*TASK TO COMPLETE*. Would you please transcribe the listing exactly, with no images?

◆ ◆ ◆ ◆ ◆

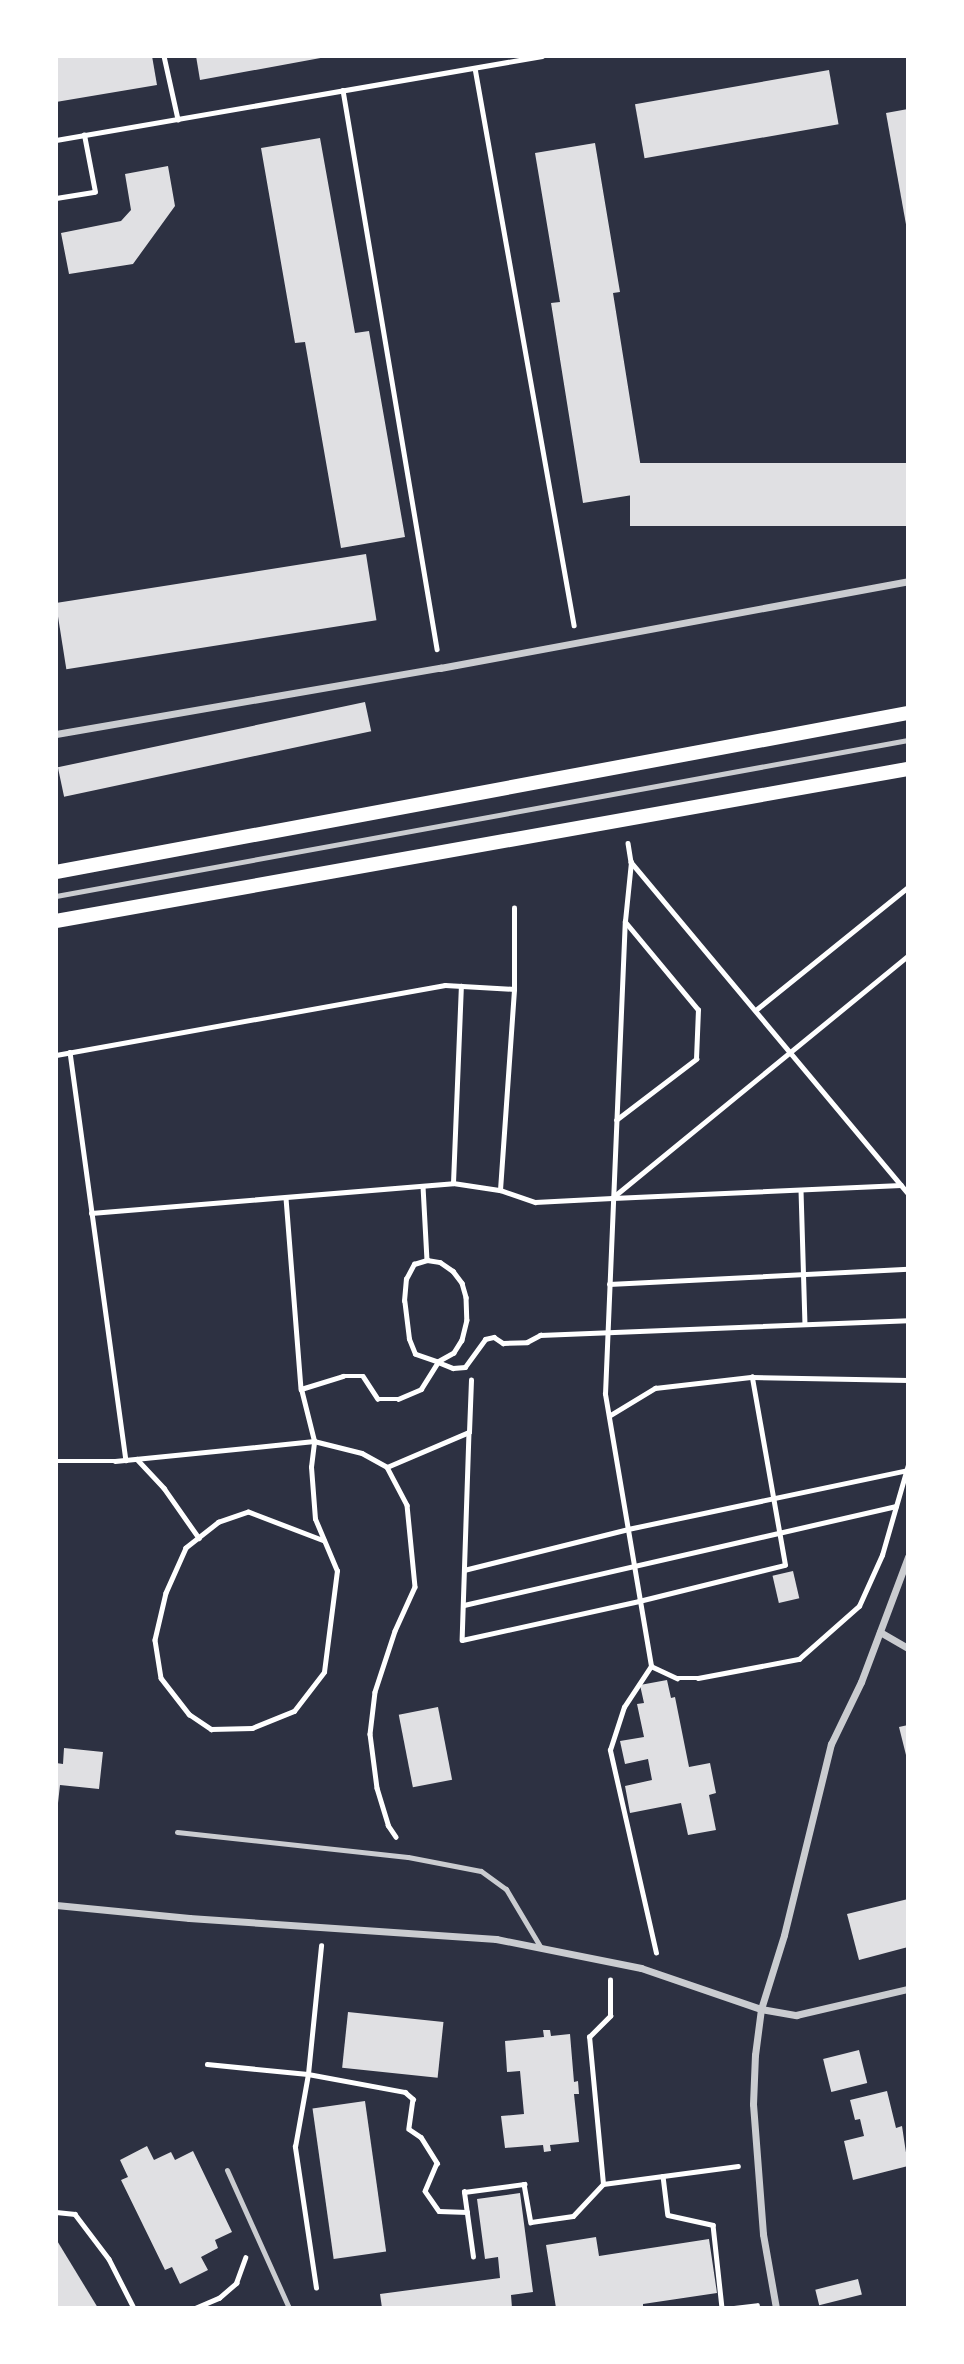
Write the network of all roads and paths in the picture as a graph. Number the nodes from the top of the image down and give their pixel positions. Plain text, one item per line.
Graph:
1 (164, 56) edge
2 (542, 56) edge
3 (475, 68) junction
4 (343, 90) junction
5 (178, 119) junction
6 (85, 135) junction
7 (56, 140) edge
8 (56, 198) edge
9 (908, 581) edge
10 (577, 642) junction
11 (440, 668) junction
12 (908, 713) edge
13 (56, 734) edge
14 (908, 740) edge
15 (908, 769) edge
16 (627, 839) dead end
17 (631, 862) junction
18 (56, 872) edge
19 (908, 887) edge
20 (56, 896) edge
21 (514, 908) dead end
22 (56, 921) edge
23 (625, 921) junction
24 (908, 956) edge
25 (461, 986) junction
26 (514, 989) junction
27 (757, 1009) junction
28 (70, 1052) junction
29 (793, 1052) junction
30 (56, 1055) edge
31 (616, 1121) junction
32 (453, 1183) junction
33 (902, 1185) junction
34 (423, 1186) junction
35 (500, 1190) junction
36 (801, 1190) junction
37 (908, 1193) edge
38 (286, 1198) junction
39 (612, 1198) junction
40 (92, 1213) junction
41 (427, 1259) junction
42 (908, 1269) edge
43 (804, 1273) junction
44 (609, 1284) junction
45 (908, 1320) edge
46 (805, 1324) junction
47 (607, 1332) junction
48 (438, 1362) junction
49 (752, 1377) junction
50 (471, 1380) dead end
51 (908, 1380) edge
52 (301, 1389) junction
53 (609, 1416) junction
54 (469, 1432) junction
55 (314, 1441) junction
56 (136, 1459) junction
57 (126, 1460) junction
58 (56, 1461) edge
59 (387, 1466) junction
60 (907, 1467) edge
61 (773, 1498) junction
62 (896, 1506) junction
63 (628, 1529) junction
64 (778, 1533) junction
65 (199, 1538) junction
66 (324, 1541) junction
67 (908, 1557) edge
68 (634, 1566) junction
69 (464, 1570) junction
70 (639, 1601) junction
71 (464, 1605) junction
72 (880, 1632) junction
73 (908, 1648) edge
74 (651, 1666) junction
75 (177, 1832) dead end
76 (408, 1857) junction
77 (56, 1905) edge
78 (323, 1927) junction
79 (541, 1948) junction
80 (611, 1962) junction
81 (660, 1974) junction
82 (908, 1989) edge
83 (761, 2009) junction
84 (207, 2064) dead end
85 (308, 2074) junction
86 (756, 2163) junction
87 (227, 2170) dead end
88 (663, 2176) junction
89 (603, 2184) junction
90 (56, 2212) edge
91 (467, 2212) junction
92 (254, 2231) junction
93 (473, 2257) dead end
94 (316, 2288) dead end
95 (134, 2308) edge
96 (195, 2308) edge
97 (289, 2308) edge
98 (722, 2308) edge
99 (776, 2308) edge

1 - 5 path
2 - 3 path
3 - 4 path
3 - 10 path
4 - 5 path
4 - 11 path
5 - 6 path
6 - 7 path
6 - 8 path
9 - 10 street
10 - 11 street
11 - 13 street
12 - 18 main road
14 - 20 lane
15 - 22 main road
16 - 17 path
17 - 23 path
17 - 27 path
19 - 27 path
21 - 26 path
23 - 31 path
23 - 31 path
24 - 29 path
25 - 26 path
25 - 28 path
25 - 32 path
26 - 35 path
27 - 29 path
28 - 30 path
28 - 40 path
29 - 33 path
29 - 39 path
31 - 39 path
32 - 34 path
32 - 35 path
33 - 36 path
33 - 37 path
34 - 38 path
34 - 41 path
35 - 39 path
36 - 39 path
36 - 43 path
38 - 40 path
38 - 52 path
39 - 44 path
40 - 57 path
41 - 48 path
41 - 48 path
42 - 43 path
43 - 44 path
43 - 46 path
44 - 47 path
45 - 46 path
46 - 47 path
47 - 48 path
47 - 53 path
48 - 52 path
49 - 51 path
49 - 53 path
49 - 61 path
50 - 54 path
52 - 55 path
53 - 63 path
54 - 59 path
54 - 69 path
55 - 56 path
55 - 59 path
55 - 66 path
56 - 57 path
56 - 65 path
57 - 58 path
59 - 76 path
60 - 61 path
60 - 62 path
61 - 63 path
61 - 64 path
62 - 64 path
62 - 74 path
63 - 68 path
63 - 69 path
64 - 68 path
64 - 70 path
65 - 66 path
65 - 66 path
67 - 72 street
68 - 70 path
68 - 71 path
69 - 71 path
70 - 71 path
70 - 74 path
72 - 73 street
72 - 83 street
74 - 81 path
75 - 76 lane
76 - 79 lane
77 - 78 street
78 - 79 street
78 - 85 path
79 - 80 street
80 - 81 street
80 - 89 path
81 - 83 street
82 - 83 street
83 - 86 street
84 - 85 path
85 - 91 path
85 - 94 path
86 - 88 path
86 - 99 street
87 - 92 lane
88 - 89 path
88 - 98 path
89 - 91 path
90 - 95 path
91 - 93 path
92 - 96 path
92 - 97 lane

◆ ◆ ◆ ◆ ◆

*REPLY*.
Write the network of all roads and paths in the picture as a graph. Number the nodes from the top of the image down and give their pixel positions. Plain text, one item per line.
Graph:
1 (164, 56) edge
2 (542, 56) edge
3 (475, 68) junction
4 (343, 90) junction
5 (178, 119) junction
6 (85, 135) junction
7 (56, 140) edge
8 (56, 198) edge
9 (908, 581) edge
10 (577, 642) junction
11 (440, 668) junction
12 (908, 713) edge
13 (56, 734) edge
14 (908, 740) edge
15 (908, 769) edge
16 (627, 839) dead end
17 (631, 862) junction
18 (56, 872) edge
19 (908, 887) edge
20 (56, 896) edge
21 (514, 908) dead end
22 (56, 921) edge
23 (625, 921) junction
24 (908, 956) edge
25 (461, 986) junction
26 (514, 989) junction
27 (757, 1009) junction
28 (70, 1052) junction
29 (793, 1052) junction
30 (56, 1055) edge
31 (616, 1121) junction
32 (453, 1183) junction
33 (902, 1185) junction
34 (423, 1186) junction
35 (500, 1190) junction
36 (801, 1190) junction
37 (908, 1193) edge
38 (286, 1198) junction
39 (612, 1198) junction
40 (92, 1213) junction
41 (427, 1259) junction
42 (908, 1269) edge
43 (804, 1273) junction
44 (609, 1284) junction
45 (908, 1320) edge
46 (805, 1324) junction
47 (607, 1332) junction
48 (438, 1362) junction
49 (752, 1377) junction
50 (471, 1380) dead end
51 (908, 1380) edge
52 (301, 1389) junction
53 (609, 1416) junction
54 (469, 1432) junction
55 (314, 1441) junction
56 (136, 1459) junction
57 (126, 1460) junction
58 (56, 1461) edge
59 (387, 1466) junction
60 (907, 1467) edge
61 (773, 1498) junction
62 (896, 1506) junction
63 (628, 1529) junction
64 (778, 1533) junction
65 (199, 1538) junction
66 (324, 1541) junction
67 (908, 1557) edge
68 (634, 1566) junction
69 (464, 1570) junction
70 (639, 1601) junction
71 (464, 1605) junction
72 (880, 1632) junction
73 (908, 1648) edge
74 (651, 1666) junction
75 (177, 1832) dead end
76 (408, 1857) junction
77 (56, 1905) edge
78 (323, 1927) junction
79 (541, 1948) junction
80 (611, 1962) junction
81 (660, 1974) junction
82 (908, 1989) edge
83 (761, 2009) junction
84 (207, 2064) dead end
85 (308, 2074) junction
86 (756, 2163) junction
87 (227, 2170) dead end
88 (663, 2176) junction
89 (603, 2184) junction
90 (56, 2212) edge
91 (467, 2212) junction
92 (254, 2231) junction
93 (473, 2257) dead end
94 (316, 2288) dead end
95 (134, 2308) edge
96 (195, 2308) edge
97 (289, 2308) edge
98 (722, 2308) edge
99 (776, 2308) edge

1 - 5 path
2 - 3 path
3 - 4 path
3 - 10 path
4 - 5 path
4 - 11 path
5 - 6 path
6 - 7 path
6 - 8 path
9 - 10 street
10 - 11 street
11 - 13 street
12 - 18 main road
14 - 20 lane
15 - 22 main road
16 - 17 path
17 - 23 path
17 - 27 path
19 - 27 path
21 - 26 path
23 - 31 path
23 - 31 path
24 - 29 path
25 - 26 path
25 - 28 path
25 - 32 path
26 - 35 path
27 - 29 path
28 - 30 path
28 - 40 path
29 - 33 path
29 - 39 path
31 - 39 path
32 - 34 path
32 - 35 path
33 - 36 path
33 - 37 path
34 - 38 path
34 - 41 path
35 - 39 path
36 - 39 path
36 - 43 path
38 - 40 path
38 - 52 path
39 - 44 path
40 - 57 path
41 - 48 path
41 - 48 path
42 - 43 path
43 - 44 path
43 - 46 path
44 - 47 path
45 - 46 path
46 - 47 path
47 - 48 path
47 - 53 path
48 - 52 path
49 - 51 path
49 - 53 path
49 - 61 path
50 - 54 path
52 - 55 path
53 - 63 path
54 - 59 path
54 - 69 path
55 - 56 path
55 - 59 path
55 - 66 path
56 - 57 path
56 - 65 path
57 - 58 path
59 - 76 path
60 - 61 path
60 - 62 path
61 - 63 path
61 - 64 path
62 - 64 path
62 - 74 path
63 - 68 path
63 - 69 path
64 - 68 path
64 - 70 path
65 - 66 path
65 - 66 path
67 - 72 street
68 - 70 path
68 - 71 path
69 - 71 path
70 - 71 path
70 - 74 path
72 - 73 street
72 - 83 street
74 - 81 path
75 - 76 lane
76 - 79 lane
77 - 78 street
78 - 79 street
78 - 85 path
79 - 80 street
80 - 81 street
80 - 89 path
81 - 83 street
82 - 83 street
83 - 86 street
84 - 85 path
85 - 91 path
85 - 94 path
86 - 88 path
86 - 99 street
87 - 92 lane
88 - 89 path
88 - 98 path
89 - 91 path
90 - 95 path
91 - 93 path
92 - 96 path
92 - 97 lane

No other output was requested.